Il y a des albums qui vous procurent des sensations incroyables, des émotions et des souvenirs si particuliers qu’ils vous marquent à jamais. Et si Jeff Waters, après une chute vers la fin des années 90 a particulièrement bien redressé la barre avec Criteria For A Black Widow puis l’excellent Carnival Diablos, le voici encore plus époustouflant que jamais avec ce qui est selon moi un des plus grands album d’Annihilator, j’ai nommé : Waking The Fury
Ajoutez des riffs thrash à la limite du dégueulasse, des leads à vous faire tomber par terre, une batterie des plus puissante, un chanteur de talent (Joe Comeau, ex Overkill) et vous pourrez peut-être, je dis bien peut-être imaginer à quoi ressemble cet album. On vire ici vers la facette la plus violente d’Annihilator et qu’on se le dise franchement, voilà un métal sans aucune concession !
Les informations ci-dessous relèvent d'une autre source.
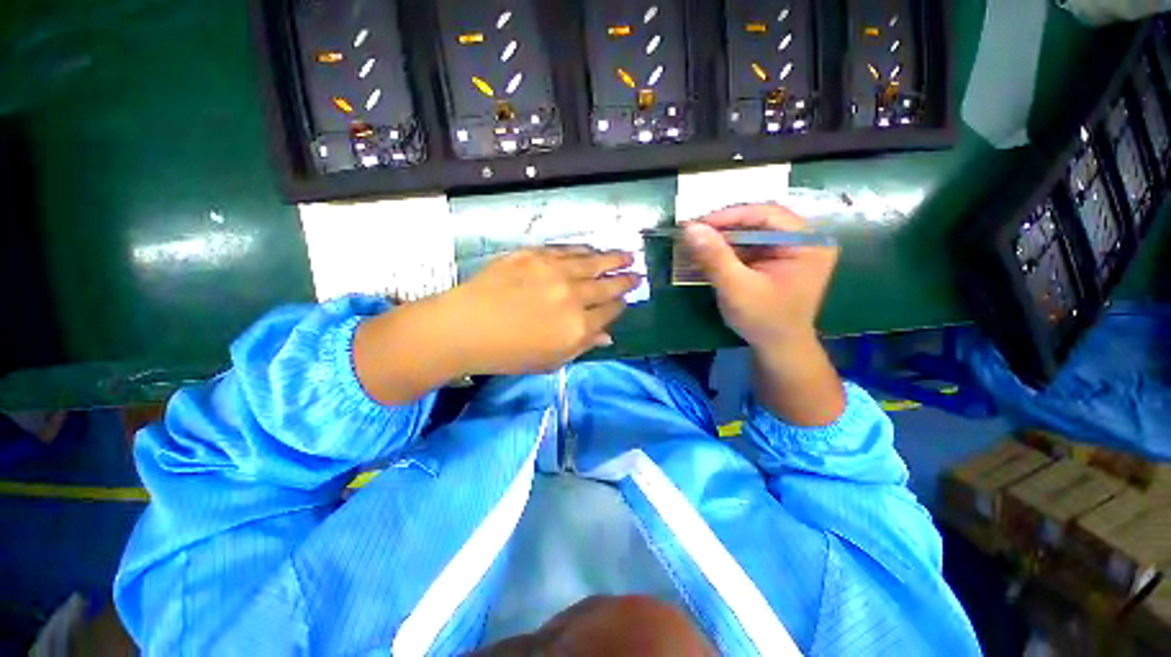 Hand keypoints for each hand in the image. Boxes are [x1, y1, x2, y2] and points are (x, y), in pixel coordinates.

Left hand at [444, 247, 639, 374]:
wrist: (465, 327)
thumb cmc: (507, 354)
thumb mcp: (550, 361)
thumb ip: (582, 347)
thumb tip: (607, 337)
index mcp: (578, 327)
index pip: (609, 312)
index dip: (619, 306)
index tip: (625, 300)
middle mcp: (573, 297)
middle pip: (607, 286)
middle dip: (624, 280)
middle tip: (637, 273)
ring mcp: (555, 272)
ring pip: (593, 262)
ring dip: (613, 258)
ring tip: (627, 255)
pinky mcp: (536, 255)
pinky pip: (568, 250)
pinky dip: (584, 250)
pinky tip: (593, 249)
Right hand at [682, 204, 838, 351]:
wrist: (777, 348)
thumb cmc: (763, 320)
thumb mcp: (736, 288)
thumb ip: (714, 257)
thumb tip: (690, 227)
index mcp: (808, 243)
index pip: (767, 214)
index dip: (730, 215)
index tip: (697, 224)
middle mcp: (804, 240)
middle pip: (760, 221)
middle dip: (725, 227)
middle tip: (695, 232)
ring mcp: (791, 250)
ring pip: (752, 232)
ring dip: (724, 238)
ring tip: (697, 242)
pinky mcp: (778, 260)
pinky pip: (751, 246)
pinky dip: (728, 249)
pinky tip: (709, 254) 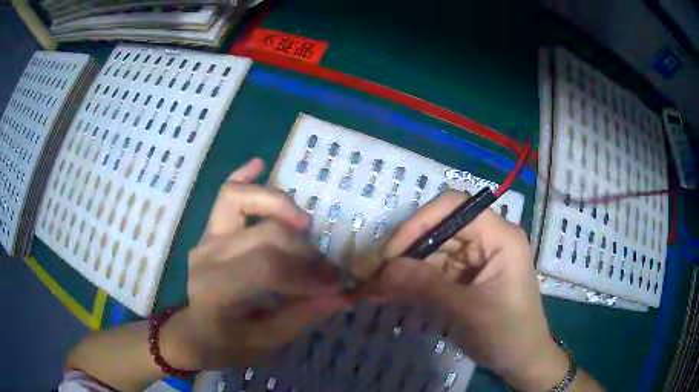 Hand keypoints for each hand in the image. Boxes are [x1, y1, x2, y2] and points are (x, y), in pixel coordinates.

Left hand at [161, 158, 348, 370]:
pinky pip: (224, 195)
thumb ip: (303, 313)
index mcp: (217, 291)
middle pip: (263, 234)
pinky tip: (260, 164)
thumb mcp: (268, 341)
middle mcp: (207, 257)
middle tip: (328, 269)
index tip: (338, 283)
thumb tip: (343, 292)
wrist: (197, 333)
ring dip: (277, 204)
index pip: (267, 268)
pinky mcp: (210, 230)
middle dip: (304, 250)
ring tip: (304, 223)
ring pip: (238, 199)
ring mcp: (206, 238)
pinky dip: (243, 177)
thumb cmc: (230, 343)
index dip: (307, 273)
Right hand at [375, 190, 568, 390]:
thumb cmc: (505, 333)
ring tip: (374, 288)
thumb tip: (382, 270)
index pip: (454, 208)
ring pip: (434, 253)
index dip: (418, 223)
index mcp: (499, 236)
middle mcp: (488, 240)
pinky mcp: (468, 277)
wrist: (522, 360)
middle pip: (440, 230)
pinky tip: (391, 293)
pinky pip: (436, 272)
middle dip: (406, 252)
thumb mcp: (465, 310)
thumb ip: (424, 286)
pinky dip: (414, 282)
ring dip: (405, 270)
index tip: (390, 254)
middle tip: (373, 275)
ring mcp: (478, 259) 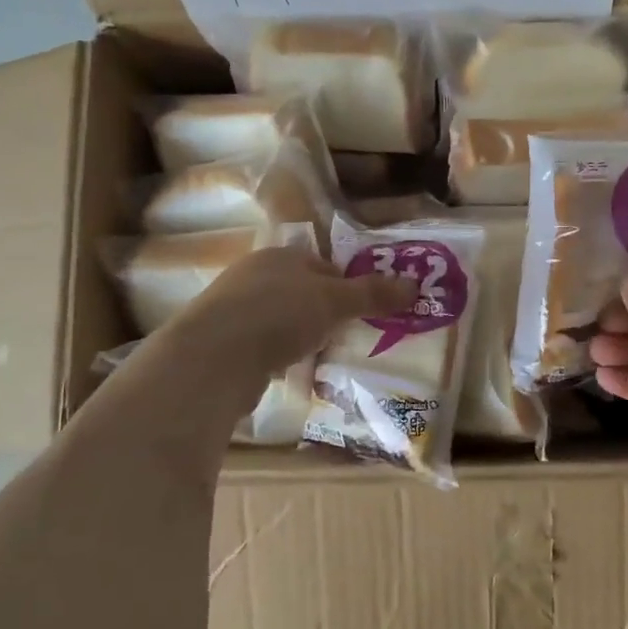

Comme dans tout album de thrash qui se respecte, il faut démarrer avec quelque chose de percutant, un titre qui ouvre d’emblée les hostilités. C’est chose faite avec Ultra-Motion qui à lui tout seul pourrait résumer l’esprit général du disque. Mais il serait cependant hâtif et dommage d’en rester là car le meilleur reste à venir. Oui, le meilleur reste à venir et, si l’on écoute un Torn aussi facilement qu’on se tape un délicieux framboisier (miam), on ne peux que s’incliner devant ce titre grandiose nommé Lunatic Asylum. Attention, voilà du grand talent !!! Les sceptiques passez votre route, ou plutôt, ne passez pas TOUT COURT car ça tape pile poil là ou il faut. On atteint des sommets avec le break au milieu du titre, tout simplement é-no-r-me ! Et ne croyez pas que cela soit éphémère puisque les titres suivant sont au moins aussi géniaux que celui-là : Striker et son solo de batterie, The Blackest day et Ritual avec leurs puissantes rythmiques, Fire Power et Nothing to Me et leurs mélodies imparables etc.
Avec autant d’insistance de ma part, vous aurez bien entendu compris que cet album est à écouter :p toutes les cartes sont dorénavant entre vos mains.